Five jurisdictions in the service area will share the cost of the project: Lansing, Lansing Township, East Lansing, Michigan’s Department of Transportation (because of the state highways running through the service area) and Ingham County (for county roads).
To pay off the bonds, the jurisdictions can tax property owners in the district or pay out of the general fund, or some combination.
Property owners will have a chance to appeal any levies that may be imposed. Lindemann expects some to do so, and he is girding for the possibility that others may sue him over the project. But he said it would cost far more, up to $120 million, to clean the water in conventional fashion, by upgrading existing storm water system with new pipes, filters and catch basins.
“A rain garden costs 5 percent of a 96-inch pipe,” he said. “Yes, you have to maintain it, but fine, we have to maintain it.”
Financing the drain project is not directly linked to the massive Red Cedar Renaissance project, but the prospect of two hotels, a medical building, retail, restaurants, town homes and student housing for over 1,000 people smack in the middle of the service area, sharing the tax burden, is a deal sweetener for more than one reason.
“The drain has to be fixed,” Lindemann said. The latest phase of the federal Clean Water Act requires municipalities to set plans for cleaning up non-point source pollution. “The bigger the development, the less everyone else has to pay. If the drain isn’t accompanied by that increase in economic development, the lion’s share will be bigger for everyone else.”

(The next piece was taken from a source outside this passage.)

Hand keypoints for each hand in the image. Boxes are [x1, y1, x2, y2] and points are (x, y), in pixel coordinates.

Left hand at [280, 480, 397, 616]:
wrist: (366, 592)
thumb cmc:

But Lindemann said the drain project will go ahead, whether or not the Red Cedar Renaissance does. Developers Joel Ferguson and Frank Kass have said they are moving ahead with the work, but they are fighting a lawsuit from a former partner alleging racketeering and are waiting for the county to decide whether it will issue bonds to finance the “plinth,” or concrete pad upon which the development must rest to keep it over the floodplain.

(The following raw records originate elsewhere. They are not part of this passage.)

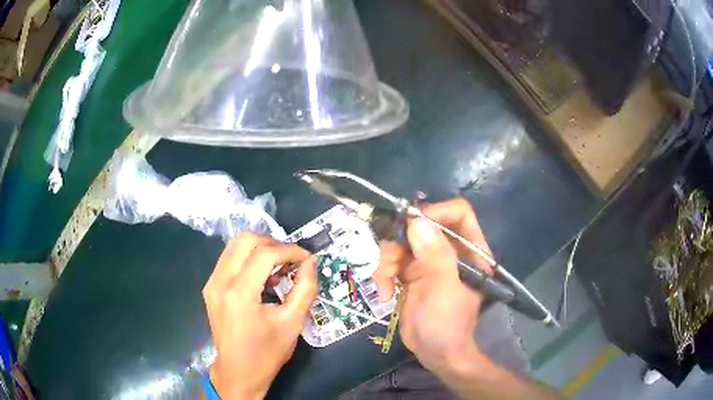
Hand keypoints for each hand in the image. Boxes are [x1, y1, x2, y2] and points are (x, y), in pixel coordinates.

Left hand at [203, 233, 316, 398]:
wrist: (238, 373)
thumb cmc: (267, 353)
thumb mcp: (292, 323)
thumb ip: (304, 289)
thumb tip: (310, 263)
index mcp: (239, 294)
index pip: (265, 254)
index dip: (290, 251)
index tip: (307, 259)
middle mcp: (220, 282)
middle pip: (245, 240)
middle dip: (272, 243)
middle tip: (291, 259)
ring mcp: (212, 283)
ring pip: (234, 246)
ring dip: (259, 248)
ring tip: (278, 266)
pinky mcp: (210, 288)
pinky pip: (228, 259)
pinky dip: (247, 258)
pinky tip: (262, 276)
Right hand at [374, 198, 492, 375]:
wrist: (434, 353)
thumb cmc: (448, 324)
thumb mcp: (444, 289)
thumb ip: (435, 255)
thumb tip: (417, 220)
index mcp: (469, 250)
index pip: (458, 213)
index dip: (435, 212)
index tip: (411, 225)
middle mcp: (449, 250)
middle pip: (421, 225)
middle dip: (400, 241)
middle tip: (389, 261)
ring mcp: (428, 261)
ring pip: (401, 242)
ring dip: (386, 261)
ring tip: (384, 285)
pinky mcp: (410, 273)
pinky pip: (391, 261)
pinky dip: (382, 274)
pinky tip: (383, 294)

Despite the delays, Lindemann is still coordinating drain work with Ferguson and Kass.
“We don’t want to move the same shovelful of dirt twice,” Lindemann said.
At Thursday’s placemaking conference, Lindemann will pull back to take a long view of the project’s significance.

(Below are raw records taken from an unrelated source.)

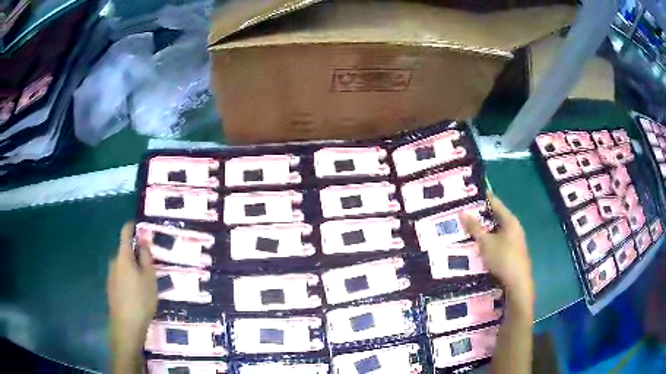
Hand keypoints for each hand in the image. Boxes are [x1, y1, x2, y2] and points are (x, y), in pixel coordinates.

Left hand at [107, 222, 156, 355]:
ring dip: (132, 267)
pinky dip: (128, 278)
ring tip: (145, 281)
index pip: (125, 233)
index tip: (139, 225)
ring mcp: (110, 275)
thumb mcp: (149, 278)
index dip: (131, 227)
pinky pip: (120, 276)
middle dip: (135, 253)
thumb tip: (143, 239)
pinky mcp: (111, 287)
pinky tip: (137, 292)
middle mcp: (114, 262)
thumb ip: (145, 257)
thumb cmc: (141, 299)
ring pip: (123, 265)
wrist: (126, 325)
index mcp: (123, 256)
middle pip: (124, 251)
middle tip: (150, 264)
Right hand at [462, 194, 533, 311]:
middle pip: (496, 217)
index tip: (469, 194)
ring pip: (496, 231)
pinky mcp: (512, 253)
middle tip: (464, 214)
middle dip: (480, 215)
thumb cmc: (503, 258)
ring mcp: (514, 241)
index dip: (483, 198)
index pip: (495, 203)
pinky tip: (478, 245)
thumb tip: (463, 212)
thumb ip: (474, 227)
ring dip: (484, 230)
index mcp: (510, 221)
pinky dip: (488, 240)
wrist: (517, 283)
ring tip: (467, 229)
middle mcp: (514, 228)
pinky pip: (498, 241)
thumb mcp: (486, 242)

Tests by the Ingham County Health Department found that since 2000, total body contact has not been recommended about 70 percent of the time for the Red Cedar River.
To Lindemann, that’s unforgivable. The Clean Water Act called for fishable, swimmable water by 1985.
Lindemann will tell anyone with ears that only 2.5 percent of the world’s water is fresh water, of which only 0.5 percent is usable. The rest is tied up in glaciers (69.5 percent) and deep groundwater (30 percent). Out of that usable fresh water, 20 percent is in the Great Lakes Basin.
“This is where the world’s stash of clean water is, and this is where we have to protect it,” Lindemann said. “It’s too late to do it right the first time, so we have to retrofit.”